Cunningham: We’ve had some key employers from the beginning. We currently have five employers with contracts. Those employers who have been with us from the beginning have added more programs. One employer said he wanted to start with maternity and then, about six months later, he said they were going to add more programs. We just talked to them recently and they are interested in adding even more programs, so they see the benefit and they see that their members appreciate it.

HCI: Do the employers you work with have to be self-insured?

Cunningham: They have to be self-insured. And the reason is that there are rules between self-insured and fully insured. Full insurance isn’t as flexible, but with self-insurance, you’re basically writing your own rules for your benefits and you can be more flexible by adding value-based programs like this one.

HCI: You’ve added quite a few different packages over the years. Vanderbilt has developed packages on maternity, hearing, spine, orthopedics, weight loss, urology, substance use disorders, and cardiology. Are there even more things that could be included in a package?
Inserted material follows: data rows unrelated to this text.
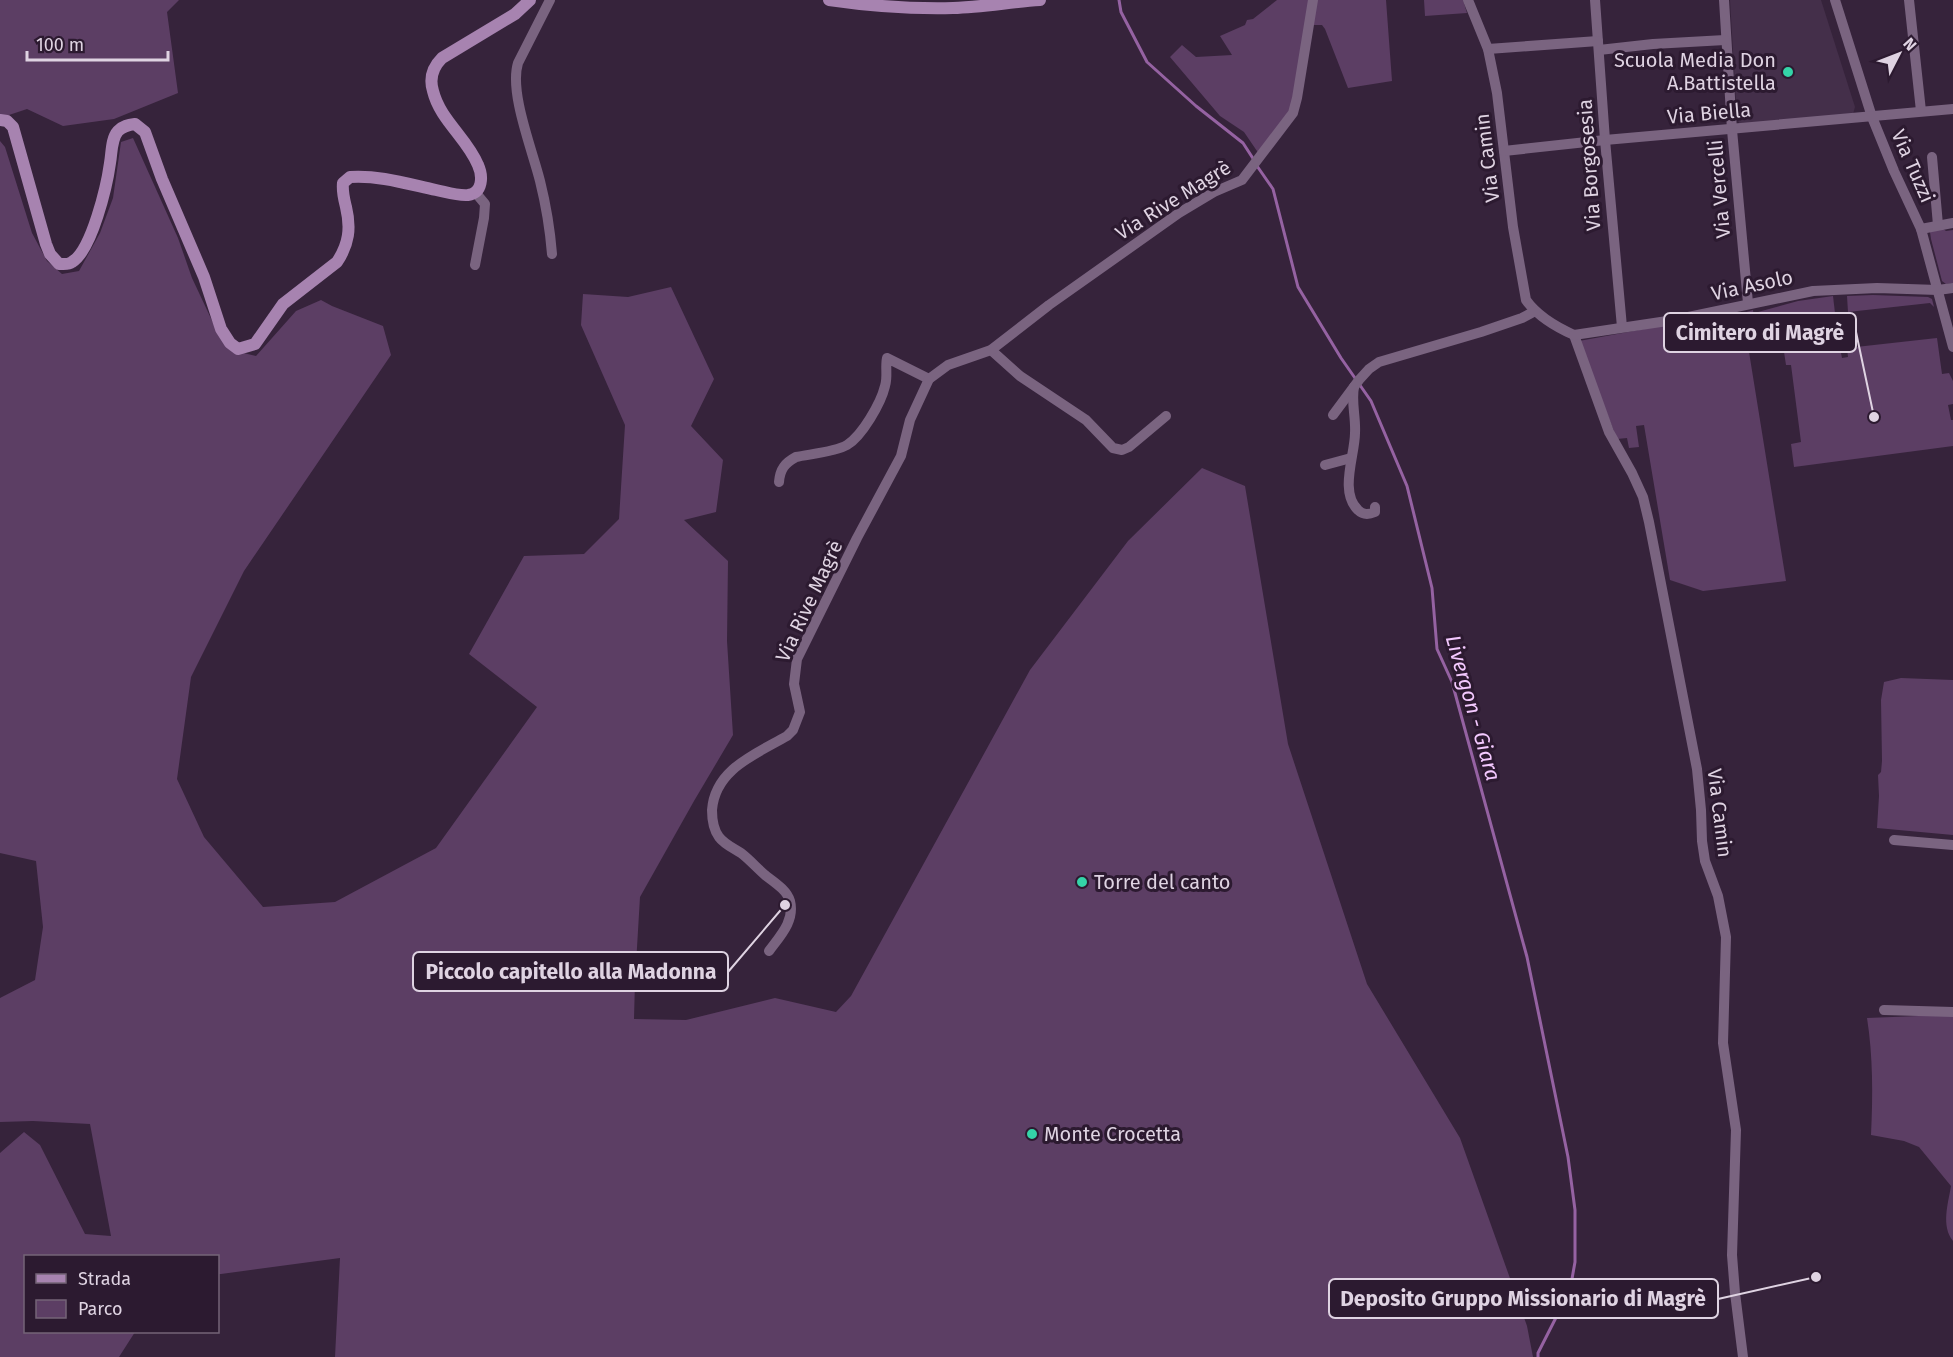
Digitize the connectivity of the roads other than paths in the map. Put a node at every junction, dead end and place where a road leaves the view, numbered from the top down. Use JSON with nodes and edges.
{"nodes":[{"id":1,"x":530,"y":0,"type":"edge"},
{"id":2,"x":550,"y":0,"type":"edge"},
{"id":3,"x":829,"y":0,"type":"edge"},
{"id":4,"x":1040,"y":0,"type":"edge"},
{"id":5,"x":1313,"y":0,"type":"edge"},
{"id":6,"x":1468,"y":0,"type":"edge"},
{"id":7,"x":1595,"y":0,"type":"edge"},
{"id":8,"x":1724,"y":0,"type":"edge"},
{"id":9,"x":1835,"y":0,"type":"edge"},
{"id":10,"x":1909,"y":0,"type":"edge"},
{"id":11,"x":1725,"y":40,"type":"junction"},
{"id":12,"x":1599,"y":46,"type":"junction"},
{"id":13,"x":1488,"y":49,"type":"junction"},
{"id":14,"x":1953,"y":109,"type":"edge"},
{"id":15,"x":1922,"y":111,"type":"junction"},
{"id":16,"x":1872,"y":117,"type":"junction"},
{"id":17,"x":0,"y":120,"type":"edge"},
{"id":18,"x":1732,"y":130,"type":"junction"},
{"id":19,"x":1605,"y":140,"type":"junction"},
{"id":20,"x":1504,"y":152,"type":"junction"},
{"id":21,"x":1932,"y":157,"type":"dead end"},
{"id":22,"x":475,"y":192,"type":"junction"},
{"id":23,"x":1953,"y":223,"type":"edge"},
{"id":24,"x":1938,"y":225,"type":"junction"},
{"id":25,"x":1922,"y":229,"type":"junction"},
{"id":26,"x":552,"y":254,"type":"dead end"},
{"id":27,"x":475,"y":265,"type":"dead end"},
{"id":28,"x":1953,"y":288,"type":"edge"},
{"id":29,"x":1938,"y":290,"type":"junction"},
{"id":30,"x":1748,"y":303,"type":"junction"},
{"id":31,"x":1535,"y":311,"type":"junction"},
{"id":32,"x":1622,"y":327,"type":"junction"},
{"id":33,"x":1574,"y":335,"type":"junction"},
{"id":34,"x":1953,"y":347,"type":"edge"},
{"id":35,"x":991,"y":350,"type":"junction"},
{"id":36,"x":929,"y":379,"type":"junction"},
{"id":37,"x":1354,"y":386,"type":"junction"},
{"id":38,"x":1334,"y":415,"type":"dead end"},
{"id":39,"x":1167,"y":416,"type":"dead end"},
{"id":40,"x":1352,"y":458,"type":"junction"},
{"id":41,"x":1325,"y":465,"type":"dead end"},
{"id":42,"x":779,"y":482,"type":"dead end"},
{"id":43,"x":1375,"y":507,"type":"dead end"},
{"id":44,"x":1894,"y":840,"type":"dead end"},
{"id":45,"x":1953,"y":845,"type":"edge"},
{"id":46,"x":770,"y":951,"type":"dead end"},
{"id":47,"x":1884,"y":1010,"type":"dead end"},
{"id":48,"x":1953,"y":1011,"type":"edge"},
{"id":49,"x":1743,"y":1357,"type":"edge"}],
"edges":[{"from":1,"to":22,"type":"main road"},
{"from":2,"to":26,"type":"street"},
{"from":3,"to":4,"type":"main road"},
{"from":5,"to":35,"type":"street","name":"Via Rive Magrè"},
{"from":6,"to":13,"type":"street","name":"Via Camin"},
{"from":7,"to":12,"type":"street","name":"Via Borgosesia"},
{"from":8,"to":11,"type":"street","name":"Via Vercelli"},
{"from":9,"to":16,"type":"street","name":"Via Tuzzi"},
{"from":10,"to":15,"type":"street"},
{"from":11,"to":12,"type":"street"},
{"from":11,"to":18,"type":"street","name":"Via Vercelli"},
{"from":12,"to":13,"type":"street"},
{"from":12,"to":19,"type":"street","name":"Via Borgosesia"},
{"from":13,"to":20,"type":"street","name":"Via Camin"},
{"from":14,"to":15,"type":"street","name":"Via Biella"},
{"from":15,"to":16,"type":"street","name":"Via Biella"},
{"from":16,"to":18,"type":"street","name":"Via Biella"},
{"from":16,"to":25,"type":"street","name":"Via Tuzzi"},
{"from":17,"to":22,"type":"main road"},
{"from":18,"to":19,"type":"street","name":"Via Biella"},
{"from":18,"to":30,"type":"street","name":"Via Vercelli"},
{"from":19,"to":20,"type":"street","name":"Via Biella"},
{"from":19,"to":32,"type":"street","name":"Via Borgosesia"},
{"from":20,"to":31,"type":"street","name":"Via Camin"},
{"from":21,"to":24,"type":"street"},
{"from":22,"to":27,"type":"street"},
{"from":23,"to":24,"type":"street"},
{"from":24,"to":25,"type":"street"},
{"from":25,"to":29,"type":"street","name":"Via Tuzzi"},
{"from":28,"to":29,"type":"street","name":"Via Asolo"},
{"from":29,"to":30,"type":"street","name":"Via Asolo"},
{"from":29,"to":34,"type":"street","name":"Via Tuzzi"},
{"from":30,"to":32,"type":"street","name":"Via Asolo"},
{"from":31,"to":33,"type":"street"},
{"from":31,"to":37,"type":"street"},
{"from":32,"to":33,"type":"street","name":"Via Asolo"},
{"from":33,"to":49,"type":"street","name":"Via Camin"},
{"from":35,"to":36,"type":"street","name":"Via Rive Magrè"},
{"from":35,"to":39,"type":"street"},
{"from":36,"to":42,"type":"street"},
{"from":36,"to":46,"type":"street","name":"Via Rive Magrè"},
{"from":37,"to":38,"type":"street"},
{"from":37,"to":40,"type":"street"},
{"from":40,"to":41,"type":"street"},
{"from":40,"to":43,"type":"street"},
{"from":44,"to":45,"type":"street"},
{"from":47,"to":48,"type":"street"}]}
Cunningham: We have that conversation a lot. What is the limit of what can be grouped? I think there are more that could be. If you’re familiar with package programs, everyone looks for ortho stuff first. We thought that’s what we would do. But then we started talking to one of our employer partners and he told us that what they needed was maternity. Motherhood was where her high expense and variability was. They needed help for that, so we pivoted and did maternity first, which was very beneficial because it was 2019. And we started in 2020. That’s when COVID hit, and we continued doing orthopedics right after that. We had a lot of volume on motherhood and we learned a lot about how to manage this and how to change definitions. We try to listen to our employers and partners and ask them: Where are their pain points and what do they need? We received many comments. I recently heard that they want a diabetes package. There are programs we can create that are value-based to help with their expenses and provide a better patient experience.

HCI: Around the time Vanderbilt was starting to do this work, were there other health systems around the country also doing something similar that you could model your program after or were you a pioneer in this work?

Cunningham: Five years ago, I’d say, there weren’t many out there. There were a couple that did more of the “centers of excellence” model, which really focuses on procedures and not the end-to-end model like we were creating. And then there’s the Medicare model. So those were the two we could look at, but not the way we wanted to structure it, which is the most complete experience and the risk we wanted to take. I’ve talked to a lot of institutions around the country and there are more that are trying to get into this space and move in the direction that we’ve been moving in, which is fantastic. I love that there are more people wanting to do it. And some are willing to take the risk that we have taken, but I would say they are only a few.